▸ **WORK INSTRUCTION**: Every record below should be written out exactly; pictures stay out.

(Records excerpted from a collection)

□ □ □ □

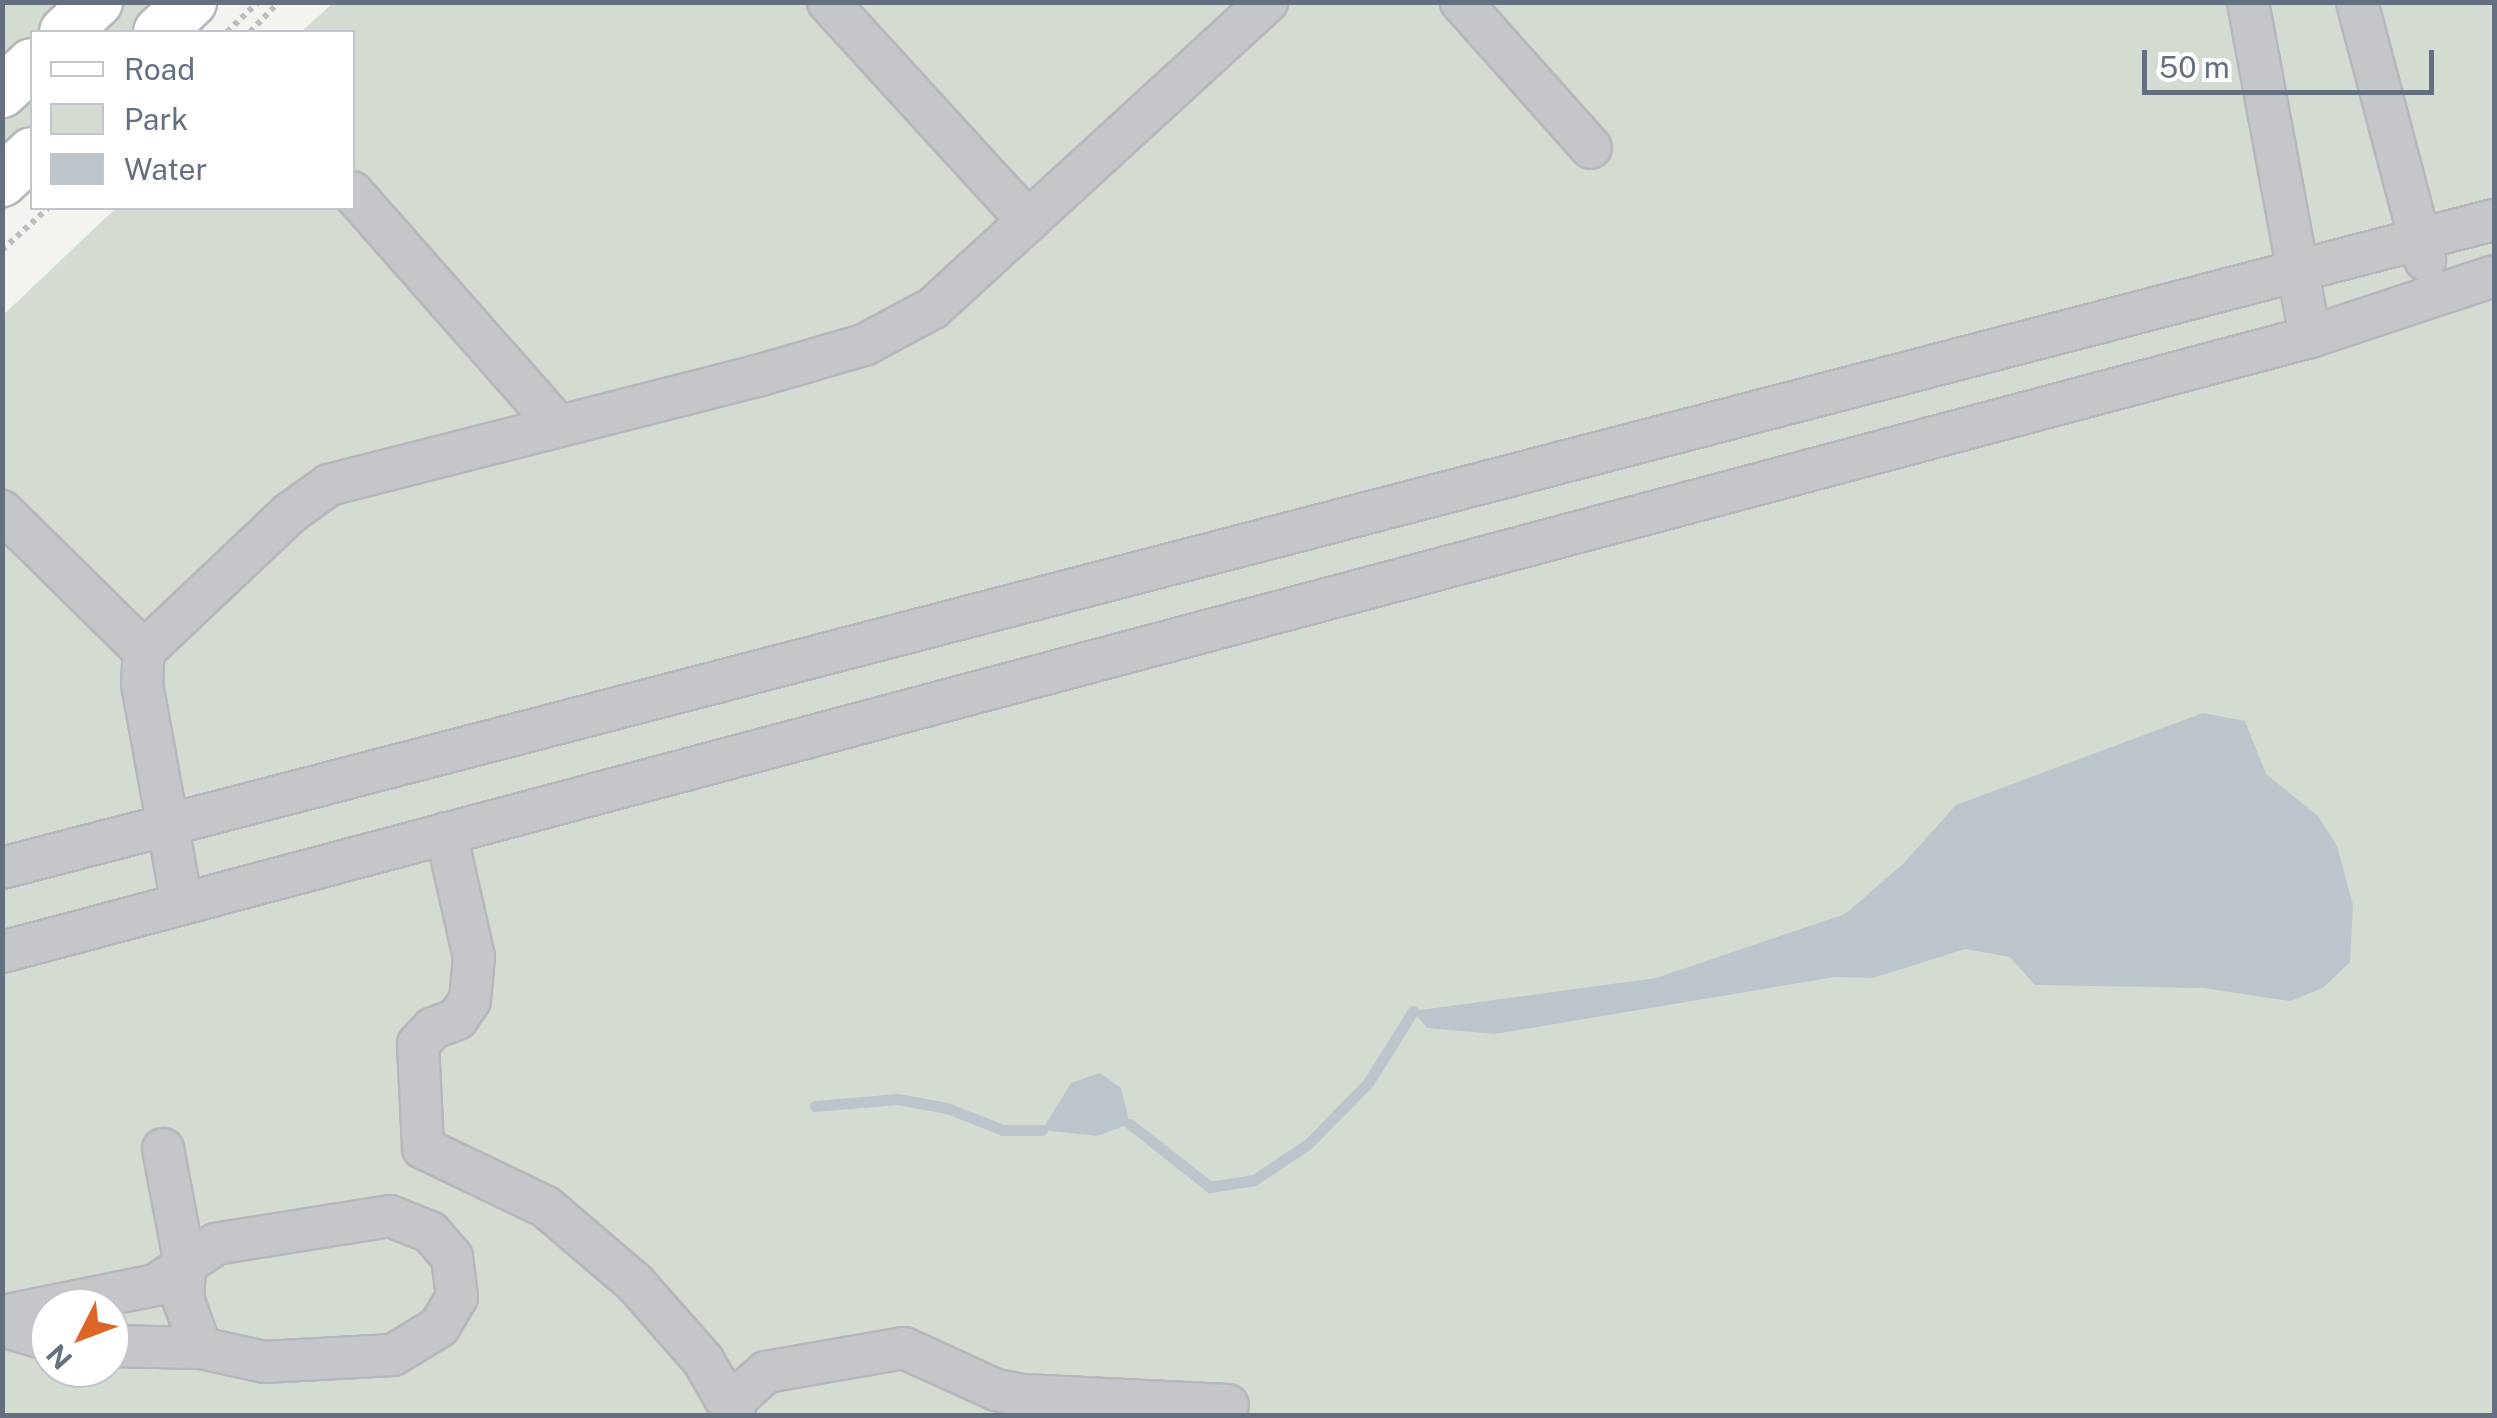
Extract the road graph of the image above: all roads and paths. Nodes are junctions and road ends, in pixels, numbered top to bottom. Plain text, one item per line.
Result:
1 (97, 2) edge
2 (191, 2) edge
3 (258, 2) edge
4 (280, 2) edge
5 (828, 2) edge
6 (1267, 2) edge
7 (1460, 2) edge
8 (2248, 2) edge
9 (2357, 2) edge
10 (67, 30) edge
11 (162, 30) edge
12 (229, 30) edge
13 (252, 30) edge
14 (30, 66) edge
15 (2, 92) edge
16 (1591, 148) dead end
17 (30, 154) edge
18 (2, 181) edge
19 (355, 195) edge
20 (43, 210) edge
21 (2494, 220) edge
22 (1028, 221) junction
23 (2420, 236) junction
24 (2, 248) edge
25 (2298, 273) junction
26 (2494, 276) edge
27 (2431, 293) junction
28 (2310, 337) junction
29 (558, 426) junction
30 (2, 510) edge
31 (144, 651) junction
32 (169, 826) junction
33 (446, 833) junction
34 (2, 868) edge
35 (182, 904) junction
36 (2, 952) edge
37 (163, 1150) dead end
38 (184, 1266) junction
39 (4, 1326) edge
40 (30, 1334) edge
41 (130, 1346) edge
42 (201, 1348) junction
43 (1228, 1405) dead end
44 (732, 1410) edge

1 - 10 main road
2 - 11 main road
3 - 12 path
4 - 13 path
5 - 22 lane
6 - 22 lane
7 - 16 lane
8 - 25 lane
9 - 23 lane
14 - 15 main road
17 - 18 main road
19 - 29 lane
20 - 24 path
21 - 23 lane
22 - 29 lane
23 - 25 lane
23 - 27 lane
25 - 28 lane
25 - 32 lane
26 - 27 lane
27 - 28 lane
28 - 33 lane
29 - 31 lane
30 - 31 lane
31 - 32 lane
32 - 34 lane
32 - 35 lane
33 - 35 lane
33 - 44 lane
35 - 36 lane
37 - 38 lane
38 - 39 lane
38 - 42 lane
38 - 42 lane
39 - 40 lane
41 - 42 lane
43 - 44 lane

□ □ □ □

▸ **REPLY**:
Extract the road graph of the image above: all roads and paths. Nodes are junctions and road ends, in pixels, numbered top to bottom. Plain text, one item per line.
Result:
1 (97, 2) edge
2 (191, 2) edge
3 (258, 2) edge
4 (280, 2) edge
5 (828, 2) edge
6 (1267, 2) edge
7 (1460, 2) edge
8 (2248, 2) edge
9 (2357, 2) edge
10 (67, 30) edge
11 (162, 30) edge
12 (229, 30) edge
13 (252, 30) edge
14 (30, 66) edge
15 (2, 92) edge
16 (1591, 148) dead end
17 (30, 154) edge
18 (2, 181) edge
19 (355, 195) edge
20 (43, 210) edge
21 (2494, 220) edge
22 (1028, 221) junction
23 (2420, 236) junction
24 (2, 248) edge
25 (2298, 273) junction
26 (2494, 276) edge
27 (2431, 293) junction
28 (2310, 337) junction
29 (558, 426) junction
30 (2, 510) edge
31 (144, 651) junction
32 (169, 826) junction
33 (446, 833) junction
34 (2, 868) edge
35 (182, 904) junction
36 (2, 952) edge
37 (163, 1150) dead end
38 (184, 1266) junction
39 (4, 1326) edge
40 (30, 1334) edge
41 (130, 1346) edge
42 (201, 1348) junction
43 (1228, 1405) dead end
44 (732, 1410) edge

1 - 10 main road
2 - 11 main road
3 - 12 path
4 - 13 path
5 - 22 lane
6 - 22 lane
7 - 16 lane
8 - 25 lane
9 - 23 lane
14 - 15 main road
17 - 18 main road
19 - 29 lane
20 - 24 path
21 - 23 lane
22 - 29 lane
23 - 25 lane
23 - 27 lane
25 - 28 lane
25 - 32 lane
26 - 27 lane
27 - 28 lane
28 - 33 lane
29 - 31 lane
30 - 31 lane
31 - 32 lane
32 - 34 lane
32 - 35 lane
33 - 35 lane
33 - 44 lane
35 - 36 lane
37 - 38 lane
38 - 39 lane
38 - 42 lane
38 - 42 lane
39 - 40 lane
41 - 42 lane
43 - 44 lane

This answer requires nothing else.